Foreign & Documentary Films in Theaters and DVD/Home Video ">
Reviews of Recent Independent, Foreign, & Documentary Films in Theaters and DVD/Home Video
PHIL OCHS: THERE BUT FOR FORTUNE
This biography covers the familiar and the less known in the life and times of the political troubadour of the 1960’s and 1970’s. Phil Ochs’s youth in Middle America and (surprise) a military academy is recalled by family and his college roommate, who first introduced him to post-war folk music and the power of the guitar. His arrival into the Greenwich Village folk music renaissance repeats many of the scenes seen recently in documentaries on Pete Seeger, Joan Baez, and Wavy Gravy, supplemented with extended reflections by his mentor, the too-often neglected folk pioneer Judy Henske.
Bob Dylan looms large here, as in all these films, and throughout Ochs’s career as an inspiration and competitor. Ochs writes as prolifically and sings more beautifully, but Dylan’s type of stardom eludes him. He even shared the similar experience of rejection from the narrow acoustic community as Dylan when folkies scorned Ochs’s later albums that were recorded with piano and orchestra and performed in Elvis-like gold lamé glamour. Their reconciliation singing together at a 1973 benefit concert Ochs organized for Allende supporters in Chile is one of the film’s moving highlights.

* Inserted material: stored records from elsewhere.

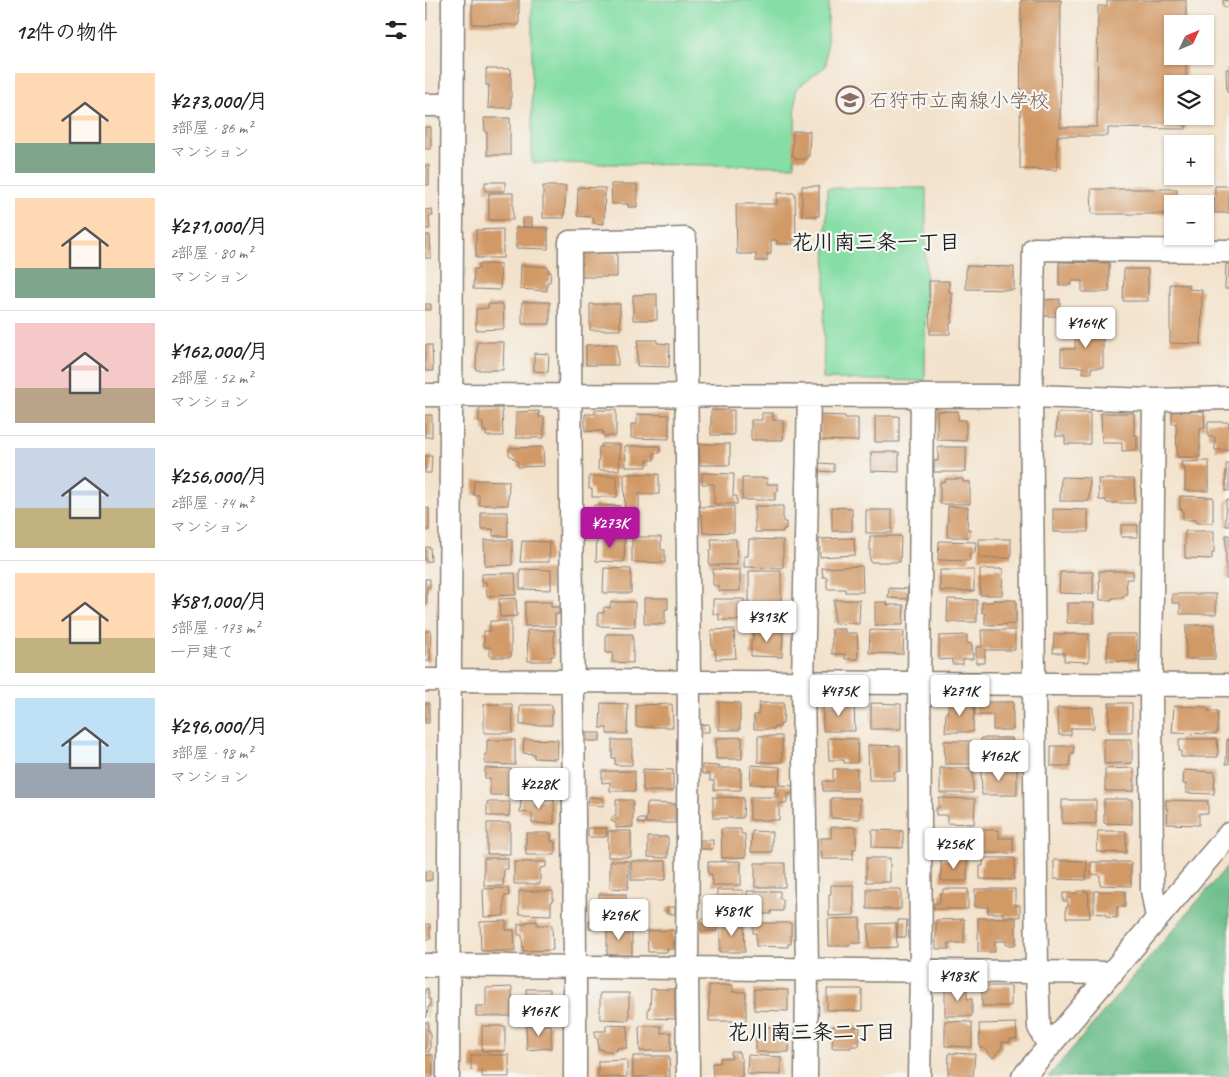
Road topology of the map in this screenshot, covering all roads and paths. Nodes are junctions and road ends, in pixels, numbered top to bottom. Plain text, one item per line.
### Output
1 (453, 0) edge
2 (425, 105) edge
3 (452, 105) junction
4 (1229, 251) edge
5 (425, 394) edge
6 (451, 395) junction
7 (569, 395) junction
8 (687, 395) junction
9 (809, 396) junction
10 (922, 396) junction
11 (1031, 396) junction
12 (1229, 398) edge
13 (1154, 400) junction
14 (425, 680) edge
15 (450, 680) junction
16 (573, 681) junction
17 (689, 682) junction
18 (803, 682) junction
19 (919, 683) junction
20 (1035, 684) junction
21 (1151, 684) junction
22 (1229, 685) edge
23 (1229, 834) edge
24 (1157, 918) junction
25 (425, 965) edge
26 (449, 965) junction
27 (575, 967) junction
28 (687, 968) junction
29 (807, 969) junction
30 (921, 970) junction
31 (1037, 972) junction
32 (1111, 973) junction
33 (1049, 1047) junction
34 (448, 1077) edge
35 (575, 1077) edge
36 (688, 1077) edge
37 (806, 1077) edge
38 (919, 1077) edge
39 (1023, 1077) edge

1 - 3 street
2 - 3 street
3 - 6 street
4 - 11 street
5 - 6 street
6 - 7 street
6 - 15 street
7 - 8 street
7 - 8 street
7 - 16 street
8 - 9 street
8 - 17 street
9 - 10 street
9 - 18 street
10 - 11 street
10 - 19 street
11 - 13 street
11 - 20 street
12 - 13 street
13 - 21 street
14 - 15 street
15 - 16 street
15 - 26 street
16 - 17 street
16 - 27 street
17 - 18 street
17 - 28 street
18 - 19 street
18 - 29 street
19 - 20 street
19 - 30 street
20 - 21 street
20 - 31 street
21 - 22 street
21 - 24 street
23 - 24 street
24 - 32 street
25 - 26 street
26 - 27 street
26 - 34 street
27 - 28 street
27 - 35 street
28 - 29 street
28 - 36 street
29 - 30 street
29 - 37 street
30 - 31 street
30 - 38 street
31 - 32 street
31 - 33 street
32 - 33 street
33 - 39 street

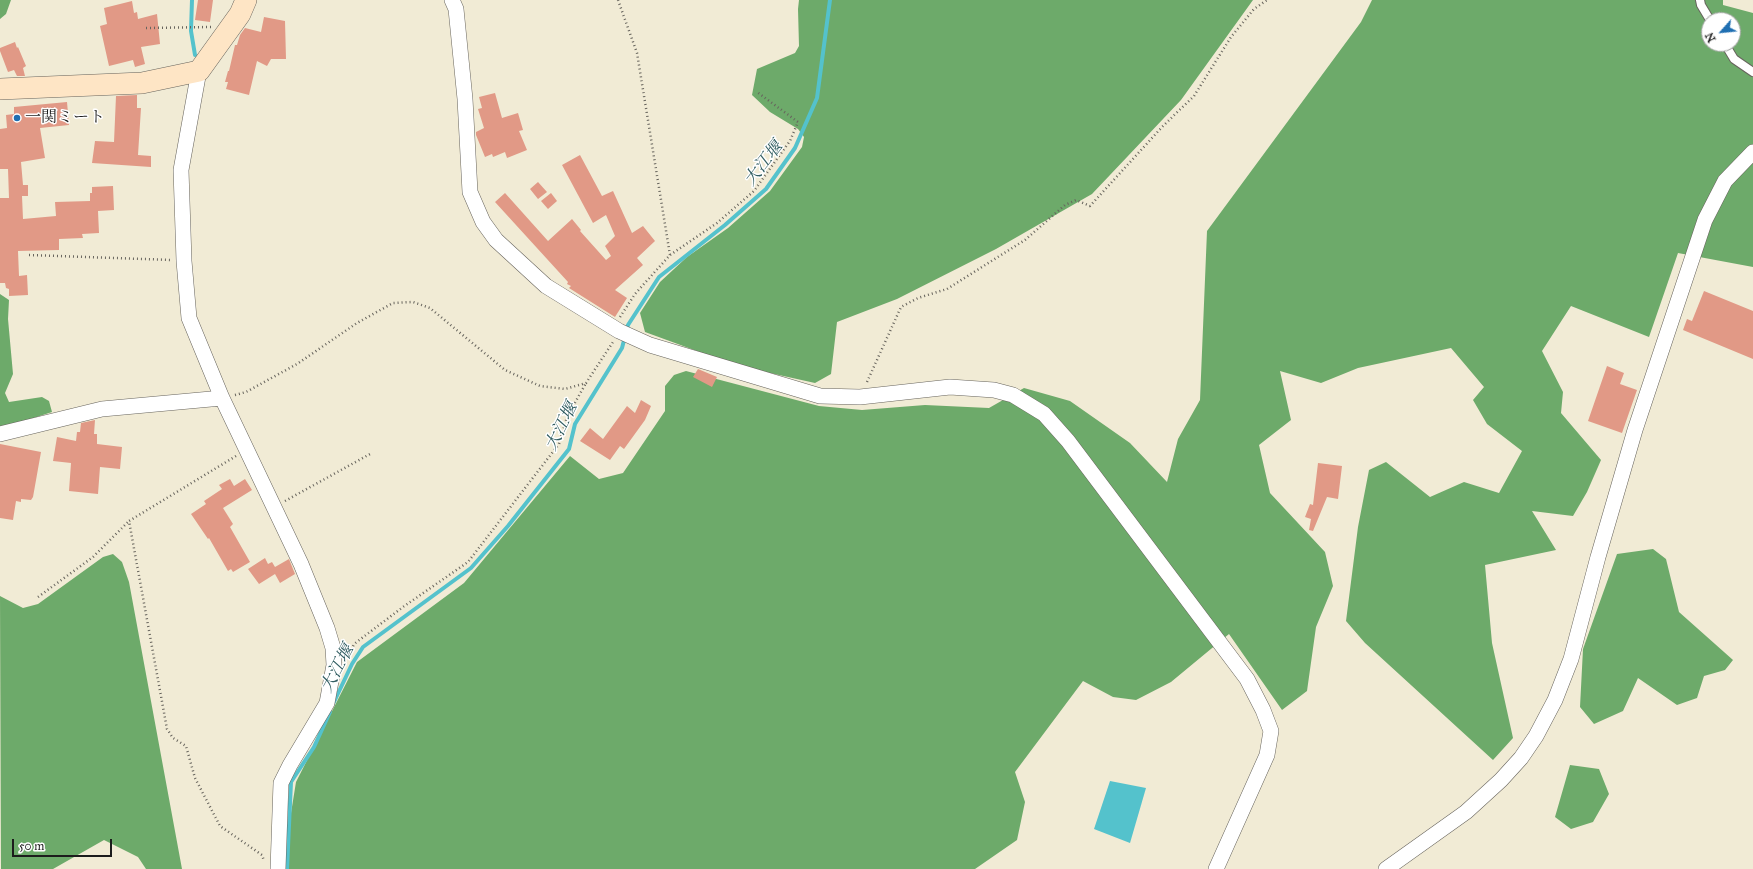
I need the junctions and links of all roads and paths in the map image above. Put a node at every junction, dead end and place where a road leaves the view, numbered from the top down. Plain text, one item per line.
1 (246, 0) edge
2 (452, 0) edge
3 (618, 0) edge
4 (1267, 0) edge
5 (1700, 0) edge
6 (1705, 12) edge
7 (231, 26) junction
8 (146, 28) dead end
9 (1729, 52) edge
10 (199, 71) junction
11 (1753, 72) edge
12 (0, 89) edge
13 (756, 92) dead end
14 (1753, 152) edge
15 (29, 255) dead end
16 (670, 255) junction
17 (184, 261) junction
18 (622, 332) junction
19 (586, 383) junction
20 (222, 398) junction
21 (860, 398) junction
22 (0, 434) edge
23 (247, 450) junction
24 (370, 454) dead end
25 (274, 507) junction
26 (129, 521) junction
27 (38, 597) dead end
28 (345, 664) dead end
29 (264, 862) dead end
30 (278, 869) edge
31 (1216, 869) edge
32 (1386, 869) edge

1 - 7 street
2 - 18 street
3 - 16 path
4 - 21 path
5 - 6 lane
7 - 8 path
7 - 10 street
9 - 11 lane
10 - 12 street
10 - 17 street
13 - 16 path
14 - 32 street
15 - 17 path
16 - 18 path
17 - 20 street
18 - 19 path
18 - 21 street
19 - 20 path
19 - 28 path
20 - 22 street
20 - 23 street
21 - 31 street
23 - 25 street
23 - 26 path
24 - 25 path
25 - 30 street
26 - 27 path
26 - 29 path

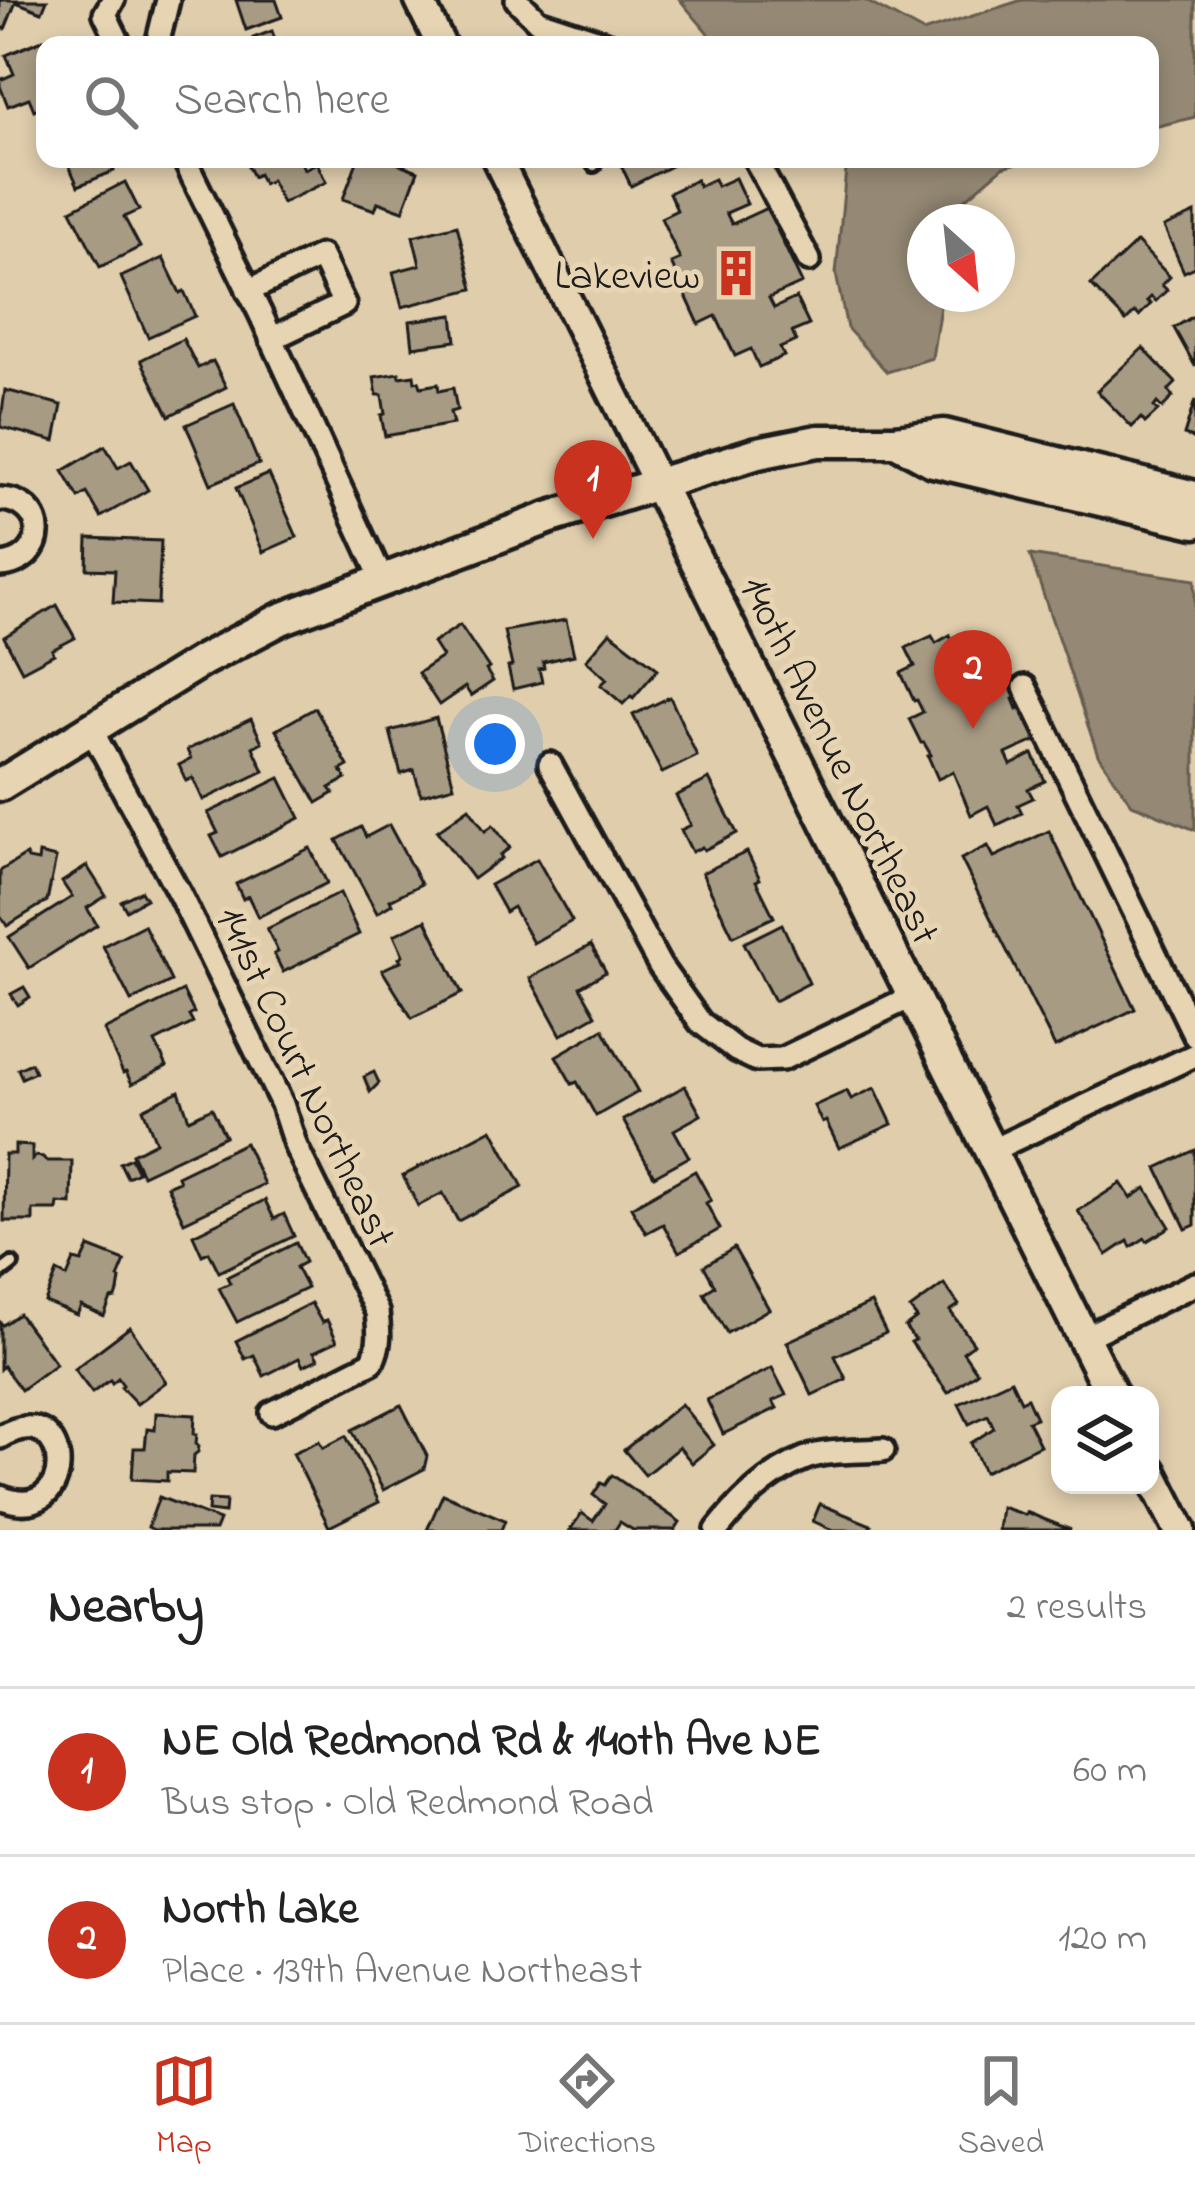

Director Kenneth Bowser, who has made several American Masters documentaries on filmmakers, accomplishes the difficult task of appealing both to nostalgic fans of Ochs and younger students of this period of history. Like Judith Ehrlich and Rick Goldsmith’s recent The Most Dangerous Man in America: Daniel Ellsberg and the Pentagon Papers, this documentary provides a lot of contextual history that will be repetitive to older viewers, particularly with the inclusion of so many over-used images of J.F.K., L.B.J., the Vietnam War, and the many protests. Bowser manages to avoid a my-eyes-glaze-over effect by frequently splitting the screen, either to replicate the culture wars raging at the time, or in then-and-now contrasting images of the many interviewees, like Tom Hayden.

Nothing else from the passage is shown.